Bräuer konzentriert sich dabei auf die kognitiven Fähigkeiten, das heißt solche, die sich mit dem Wahrnehmen und Erkennen der Umwelt beschäftigen. Diese Fähigkeiten wurden ebenfalls bei Menschen getestet und können so miteinander verglichen werden. Die meisten im Buch verwendeten Ergebnisse stammen aus der Primatenforschung, aber auch Hunde, Vögel, Erdmännchen, Wale und andere Tiere wurden getestet oder beobachtet.

Das Buch ist in zwei Schwerpunkte unterteilt:

Im ersten Teil geht es um die physikalische Kognition, womit das Verständnis der unbelebten Umwelt gemeint ist. Darunter fällt zum Beispiel die Fähigkeit, Werkzeuge herzustellen und zu benutzen. Diese ist im Tierreich erstaunlich ausgeprägt! So gibt es Krähen, die sich einen Draht genau so zurechtbiegen, dass sie damit an eine Nahrungsquelle gelangen. Die Komplexität der Werkzeuge reicht allerdings nicht an die von Menschen hergestellten Dinge heran.

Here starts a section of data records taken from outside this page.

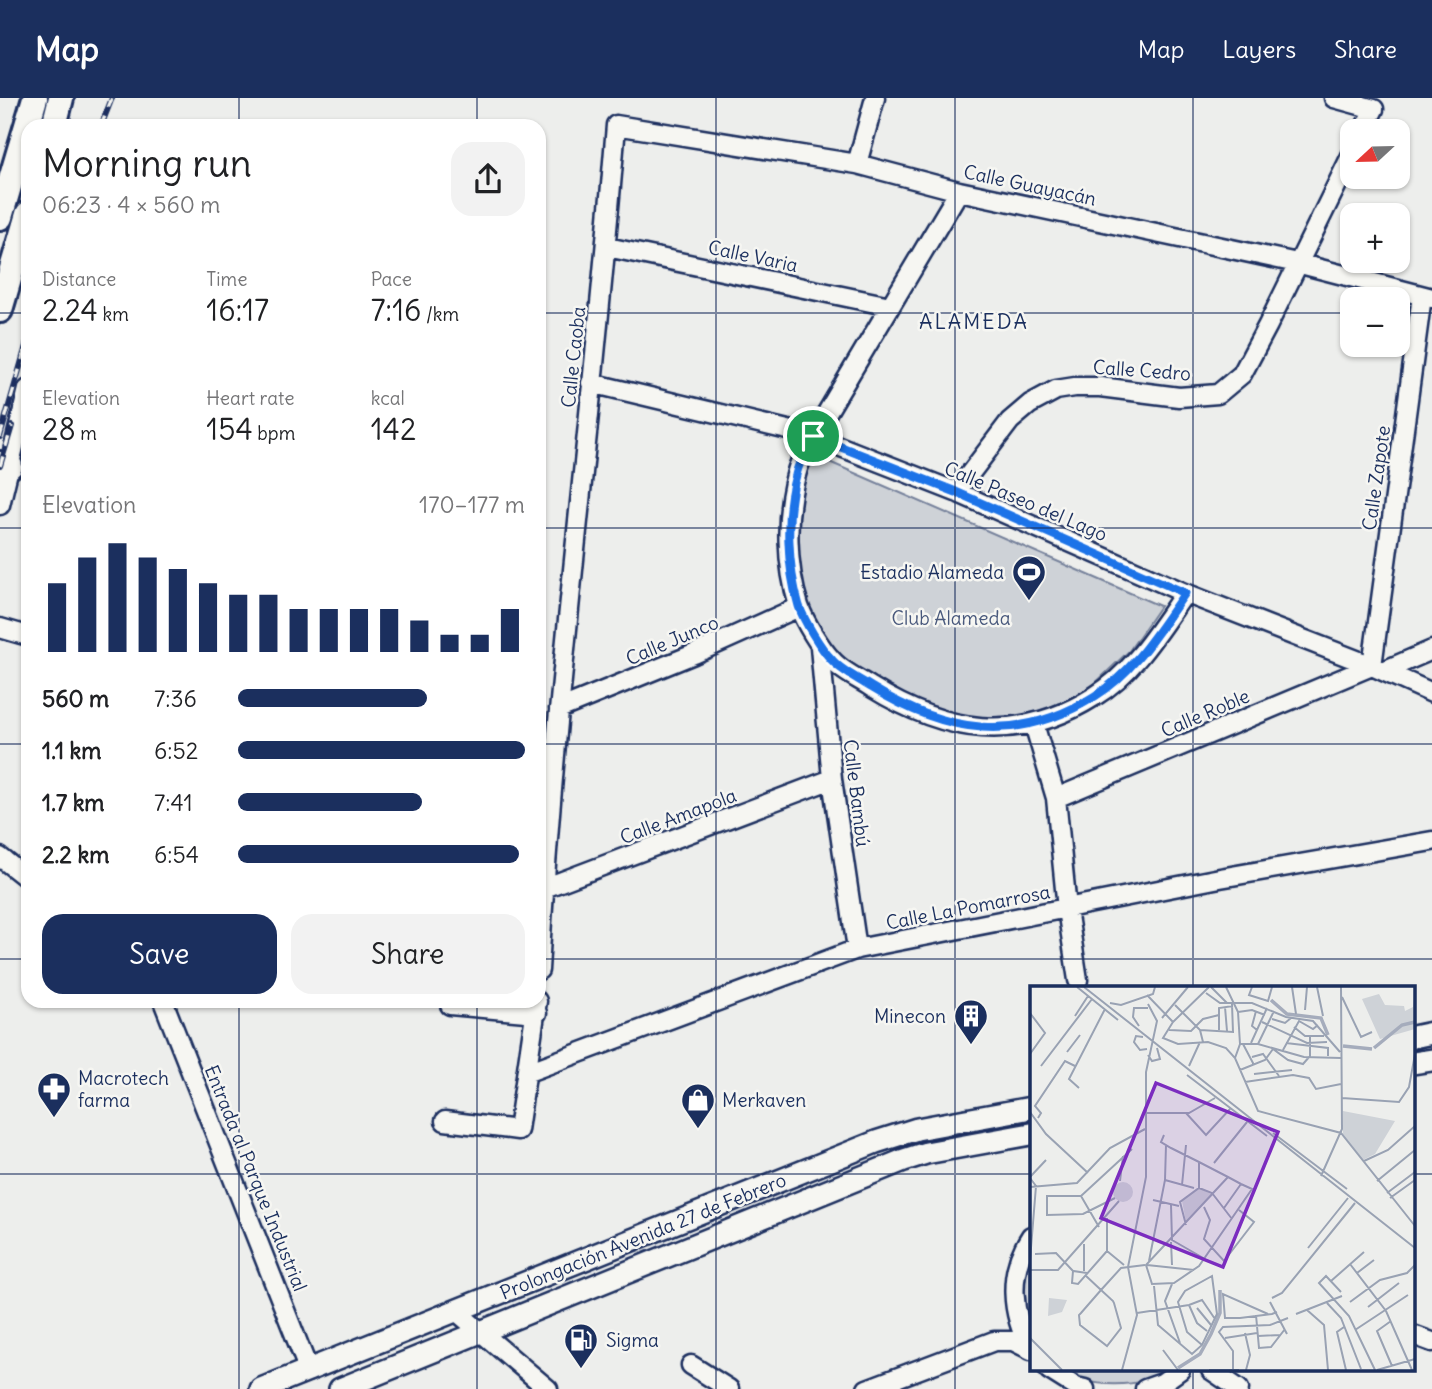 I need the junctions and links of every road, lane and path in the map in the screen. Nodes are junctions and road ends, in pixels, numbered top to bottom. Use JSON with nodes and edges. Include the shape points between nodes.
{"nodes":[{"id":1,"x":27,"y":98,"type":"edge"},
{"id":2,"x":35,"y":98,"type":"edge"},
{"id":3,"x":67,"y":98,"type":"edge"},
{"id":4,"x":875,"y":98,"type":"edge"},
{"id":5,"x":1334,"y":98,"type":"edge"},
{"id":6,"x":57,"y":115,"type":"edge"},
{"id":7,"x":25,"y":119,"type":"edge"},
{"id":8,"x":29,"y":119,"type":"edge"},
{"id":9,"x":1369,"y":119,"type":"edge"},
{"id":10,"x":616,"y":125,"type":"joint"},
{"id":11,"x":21,"y":145,"type":"edge"},
{"id":12,"x":857,"y":164,"type":"junction"},
{"id":13,"x":1340,"y":178,"type":"edge"},
{"id":14,"x":959,"y":191,"type":"junction"},
{"id":15,"x":0,"y":217,"type":"edge"},
{"id":16,"x":21,"y":238,"type":"edge"},
{"id":17,"x":607,"y":247,"type":"junction"},
{"id":18,"x":1297,"y":263,"type":"junction"},
{"id":19,"x":1427,"y":297,"type":"edge"},
{"id":20,"x":890,"y":306,"type":"junction"},
{"id":21,"x":0,"y":310,"type":"edge"},
{"id":22,"x":591,"y":383,"type":"junction"},
{"id":23,"x":21,"y":424,"type":"edge"},
{"id":24,"x":813,"y":436,"type":"junction"},
{"id":25,"x":5,"y":465,"type":"edge"},
{"id":26,"x":956,"y":492,"type":"junction"},
{"id":27,"x":0,"y":505,"type":"edge"},
{"id":28,"x":1185,"y":593,"type":"junction"},
{"id":29,"x":799,"y":607,"type":"junction"},
{"id":30,"x":0,"y":628,"type":"edge"},
{"id":31,"x":21,"y":634,"type":"edge"},
{"id":32,"x":819,"y":643,"type":"junction"},
{"id":33,"x":1432,"y":650,"type":"edge"},
{"id":34,"x":1377,"y":669,"type":"junction"},
{"id":35,"x":1432,"y":693,"type":"edge"},
{"id":36,"x":559,"y":709,"type":"junction"},
{"id":37,"x":1034,"y":724,"type":"junction"},
{"id":38,"x":832,"y":779,"type":"junction"},
{"id":39,"x":1056,"y":798,"type":"junction"},
{"id":40,"x":546,"y":840,"type":"edge"},
{"id":41,"x":1432,"y":841,"type":"edge"},
{"id":42,"x":0,"y":857,"type":"edge"},
{"id":43,"x":21,"y":874,"type":"edge"},
{"id":44,"x":546,"y":888,"type":"edge"},
{"id":45,"x":1067,"y":909,"type":"junction"},
{"id":46,"x":857,"y":949,"type":"junction"},
{"id":47,"x":1078,"y":981,"type":"dead end"},
{"id":48,"x":167,"y":1008,"type":"edge"},
{"id":49,"x":537,"y":1008,"type":"edge"},
{"id":50,"x":1432,"y":1033,"type":"edge"},
{"id":51,"x":1414,"y":1037,"type":"edge"},
{"id":52,"x":1432,"y":1059,"type":"edge"},
{"id":53,"x":1414,"y":1063,"type":"edge"},
{"id":54,"x":528,"y":1072,"type":"junction"},
{"id":55,"x":1030,"y":1108,"type":"edge"},
{"id":56,"x":445,"y":1121,"type":"dead end"},
{"id":57,"x":1030,"y":1134,"type":"edge"},
{"id":58,"x":1030,"y":1238,"type":"edge"},
{"id":59,"x":1014,"y":1307,"type":"junction"},
{"id":60,"x":457,"y":1311,"type":"junction"},
{"id":61,"x":1432,"y":1328,"type":"edge"},
{"id":62,"x":482,"y":1333,"type":"junction"},
{"id":63,"x":1414,"y":1335,"type":"edge"},
{"id":64,"x":1414,"y":1335,"type":"edge"},
{"id":65,"x":994,"y":1341,"type":"junction"},
{"id":66,"x":1432,"y":1342,"type":"edge"},
{"id":67,"x":1030,"y":1348,"type":"edge"},
{"id":68,"x":1030,"y":1350,"type":"edge"},
{"id":69,"x":691,"y":1365,"type":"dead end"},
{"id":70,"x":309,"y":1371,"type":"junction"},
{"id":71,"x":1052,"y":1372,"type":"edge"},
{"id":72,"x":1177,"y":1372,"type":"edge"},
{"id":73,"x":1217,"y":1372,"type":"edge"},
{"id":74,"x":261,"y":1389,"type":"edge"},
{"id":75,"x":340,"y":1389,"type":"edge"},
{"id":76,"x":548,"y":1389,"type":"edge"},
{"id":77,"x":729,"y":1389,"type":"edge"},
{"id":78,"x":867,"y":1389,"type":"edge"},
{"id":79,"x":1085,"y":1389,"type":"edge"},
{"id":80,"x":1145,"y":1389,"type":"edge"},
{"id":81,"x":1240,"y":1389,"type":"edge"}],
"edges":[{"from":1,"to":7,"type":"main road"},
{"from":2,"to":8,"type":"highway"},
{"from":3,"to":6,"type":"main road"},
{"from":4,"to":12,"type":"street"},
{"from":5,"to":9,"type":"street","via":[[1374,109]]},
{"from":10,"to":12,"type":"street","name":"Calle Guayacán"},
{"from":10,"to":17,"type":"street","name":"Calle Caoba"},
{"from":11,"to":15,"type":"highway"},
{"from":12,"to":14,"type":"street","name":"Calle Guayacán"},
{"from":13,"to":18,"type":"street","name":"Calle Cedro"},
{"from":14,"to":18,"type":"street","name":"Calle Guayacán"},
{"from":14,"to":20,"type":"street"},
{"from":16,"to":21,"type":"highway"},
{"from":17,"to":20,"type":"street","name":"Calle Varia"},
{"from":17,"to":22,"type":"street","name":"Calle Caoba"},
{"from":18,"to":19,"type":"street","name":"Calle Guayacán"},
{"from":18,"to":26,"type":"street","name":"Calle Cedro","via":[[1242,374],[1218,394],[1179,397],[1100,387],[1056,390],[1010,421]]},
{"from":19,"to":34,"type":"street","name":"Calle Zapote"},
{"from":20,"to":24,"type":"street"},
{"from":22,"to":24,"type":"street","name":"Calle Paseo del Lago"},
{"from":22,"to":36,"type":"street","name":"Calle Caoba"},
{"from":23,"to":25,"type":"street"},
{"from":24,"to":26,"type":"street","name":"Calle Paseo del Lago"},
{"from":24,"to":29,"type":"street","via":[[796,472],[788,508],[790,558]]},
{"from":25,"to":27,"type":"street"},
{"from":26,"to":28,"type":"street","name":"Calle Paseo del Lago"},
{"from":28,"to":34,"type":"street","name":"Calle Paseo del Lago"},
{"from":28,"to":37,"type":"street","via":[[1123,674],[1096,696]]},
{"from":29,"to":32,"type":"street"},
{"from":29,"to":36,"type":"street","name":"Calle Junco"},
{"from":30,"to":31,"type":"street"},
{"from":32,"to":37,"type":"street","via":[[832,662],[900,705],[933,719],[968,727]]},
{"from":32,"to":38,"type":"street","name":"Calle Bambú"},
{"from":33,"to":34,"type":"street","name":"Calle Roble"},
{"from":34,"to":35,"type":"street","name":"Calle Paseo del Lago"},
{"from":34,"to":39,"type":"street","name":"Calle Roble"},
{"from":36,"to":40,"type":"street","name":"Calle Caoba"},
{"from":37,"to":39,"type":"street"},
{"from":38,"to":44,"type":"street","name":"Calle Amapola"},
{"from":38,"to":46,"type":"street","name":"Calle Bambú"},
{"from":39,"to":45,"type":"street"},
{"from":41,"to":45,"type":"street","name":"Calle La Pomarrosa"},
{"from":42,"to":43,"type":"street"},
{"from":45,"to":46,"type":"street","name":"Calle La Pomarrosa"},
{"from":45,"to":47,"type":"street"},
{"from":46,"to":54,"type":"street","name":"Calle La Pomarrosa"},
{"from":48,"to":70,"type":"street","name":"Entrada al Parque Industrial"},
{"from":49,"to":54,"type":"street"},
{"from":50,"to":51,"type":"main road"},
{"from":52,"to":53,"type":"main road"},
{"from":54,"to":56,"type":"street","via":[[518,1130]]},
{"from":55,"to":60,"type":"main road","name":"Prolongación Avenida 27 de Febrero","via":[[917,1129],[876,1142]]},
{"from":57,"to":62,"type":"main road","name":"Prolongación Avenida 27 de Febrero","via":[[904,1160]]},
{"from":58,"to":59,"type":"street","via":[[1014,1276]]},
{"from":59,"to":65,"type":"street","via":[[1007,1326]]},
{"from":59,"to":67,"type":"street"},
{"from":60,"to":62,"type":"street"},
{"from":60,"to":70,"type":"main road","name":"Prolongación Avenida 27 de Febrero"},
{"from":61,"to":63,"type":"street"},
{"from":62,"to":75,"type":"main road","name":"Prolongación Avenida 27 de Febrero"},
{"from":62,"to":76,"type":"street"},
{"from":64,"to":66,"type":"street"},
{"from":65,"to":68,"type":"street","via":[[1013,1341]]},
{"from":65,"to":78,"type":"street"},
{"from":69,"to":77,"type":"street"},
{"from":70,"to":74,"type":"main road","name":"Prolongación Avenida 27 de Febrero"},
{"from":71,"to":79,"type":"street"},
{"from":72,"to":80,"type":"street"},
{"from":73,"to":81,"type":"street"}]}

Bei Hühnerküken wurde festgestellt, dass sie immerhin bis 5 zählen können! Andere Tiere sind in der Lage, Mengen und Gewichte richtig einzuschätzen. Buschhäher wissen, wann die von ihnen versteckte Nahrung verdirbt. Wenn sie etwas wiederfinden wollen, suchen sie nur nach dem, was noch frisch ist und nicht nach dem bereits Verdorbenen. Viele Primaten schneiden in Intelligenztests im Vergleich zu Kleinkindern relativ gut oder sogar besser ab. – Tiere ähneln uns also bezüglich ihrer physikalischen Kognition in weiten Teilen. Die Studienergebnisse waren wirklich verblüffend!

Der zweite und wichtigere Komplex beschäftigt sich mit der sozialen Kognition, also dem Verhältnis zwischen verschiedenen sozialen Lebewesen. In zahlreichen Feldstudien wurde untersucht, wie Tiere miteinander kommunizieren, ob sie über eine eigene Sprache und Kultur verfügen.

Obwohl Tiere aufgrund ihrer Anatomie nicht sprechen können (von Ausnahmen wie Papageien abgesehen), vermögen sie sich auf viele Arten zu verständigen: z.B. durch Gesten, Alarmrufe und mithilfe ihrer Körpersprache. Wenn es um Nahrung geht, gelingt es vielen Tierarten, z.B. Bienen durch ihren Schwänzeltanz, Informationen weiterzugeben. Und bei verschiedenen Vogelarten und bei den Walen gibt es Gesänge, die durch soziales Lernen verbreitet und variiert werden – eine Form von Kultur!

Bei Tests mit Primaten wurde festgestellt, dass sie ein Bewusstsein für die Wahrnehmung anderer Lebewesen besitzen. Sie können sich in gewissem Umfang in andere hinein versetzen und passen ihr Verhalten dementsprechend an. Spannend waren hier die Versuche zum Thema Hilfsbereitschaft. Diese ist gar nicht so selten, auch über Artgrenzen hinweg, dient aber letztlich vor allem dem eigenen Nutzen oder  dem der Gruppe. Nicht nur bei den Erdmännchen gibt es Lehrer, die den Nachwuchs schulen und so das Überleben der Art sichern! Das sind Eigenschaften, die man nicht unbedingt von Tieren erwartet!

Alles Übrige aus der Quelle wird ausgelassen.